The Arctic Adventure: Days 12 and 13


I had been in Sweden for a few hours when I enjoyed my first interaction with a Swedish person. I'll get to the point in a minute but need to tell you about how I got there first. My contact came on our first Swedish campsite, just across the border with Finland. The site was deep in snow, its glamping pods half buried in white, and the pitches cleared between deep drifts. We had arrived from Ivalo, having said a fond farewell to the film crew earlier in the day. Of course we would miss them - and their vegetarianism - but, on the plus side it meant that our group of hungry, carnivorous males could enjoy some meat. I promised them all a reindeer curry (ironically, honestly) once we arrived at our next overnight.

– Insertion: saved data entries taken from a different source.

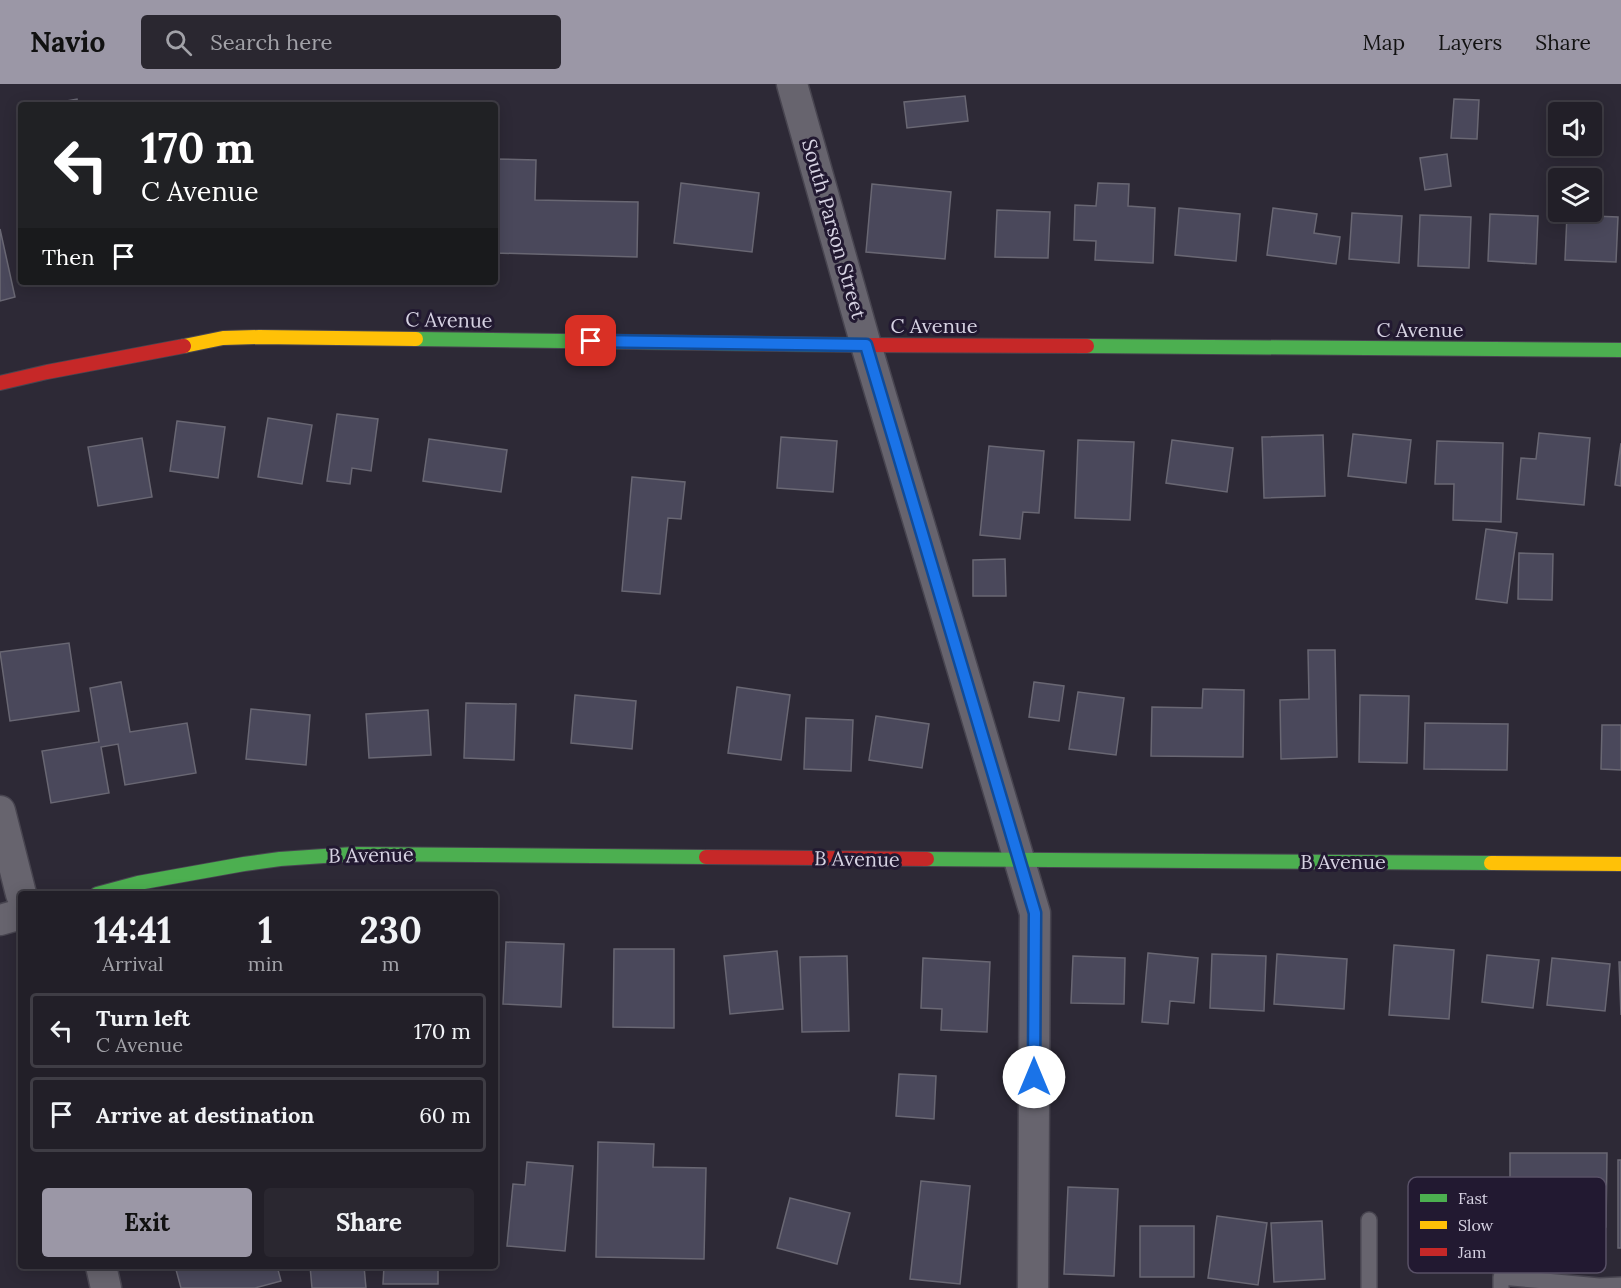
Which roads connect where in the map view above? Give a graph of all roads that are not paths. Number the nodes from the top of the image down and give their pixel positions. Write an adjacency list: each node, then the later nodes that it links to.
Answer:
1 (792, 84): 2 (street, South Parson Street)
2 (866, 345): 3 (street, C Avenue); 4 (street, C Avenue); 6 (street, South Parson Street)
3 (1621, 350)
4 (0, 383)
5 (0, 810): 8 (street)
6 (1019, 860): 7 (street, B Avenue); 9 (street, B Avenue); 16 (street, South Parson Street)
7 (1621, 864)
8 (20, 891)
9 (108, 891)
10 (18, 915): 11 (street)
11 (0, 920)
12 (1369, 1220): 17 (lane)
13 (103, 1269): 15 (street)
14 (1621, 1285): 18 (lane)
15 (106, 1288)
16 (1033, 1288)
17 (1369, 1288)
18 (1501, 1288)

So that brought me to being in the kitchen block at the campsite, which just happened to be next to the sauna. Every campsite has a sauna. Did I neglect to mention that? Anyways, I was cooking the curry and needed to wash my hands so I went out into the changing rooms to do so. When I came out of the loo I almost bumped into a naked Swedish lady coming out of the sauna, presumably on her way to rolling about in the snow. I apologised in a very British way, as you do, and she said it was no problem before I dashed back to my curry. Why tell you this? I'm not one for stereotyping or for playing to them. But if you are going to have a cliche, you might as well make it one that celebrates life, fitness and a joy for living. Top marks Sweden! It certainly beats roast beef and umbrellas.

No Rudolfs were harmed during the making of this curry
Okay, let's stop the sniggering and get on with the story. The curry was fabulous, a beef rogan josh with home made pittas, spinach and garlic, and rice. Bart, who had joined us in Ivalo for the return leg, fished out a guitar and sang us a few ditties while we drank beer and enjoyed a relaxing night in a snowy campsite, somewhere near the arctic circle. Perfect.


The morning brought more snow, perhaps unsurprisingly. It also brought a change of scenery. Instead of the long straight roads through snow and forests of pine and birch, we hit bridges, fjords, the coast. We crossed rivers and cruised around bends, past open farmland with painted wooden barns in typical Nordic colours: ochre, battleship blues and cool, burnt yellows. It was a blessed relief to be honest, although the pines and birch forests were still pretty much omnipresent between the items of interest.


Our campsite on day 13 was in Sundsvall, a town on the Baltic coast about half way down Sweden's east coast. We arrived late, as usual, and then dashed into town for food before bunking down for the night. It wasn't until the next morning that we were able to appreciate the full beauty of the location. But that's for another day.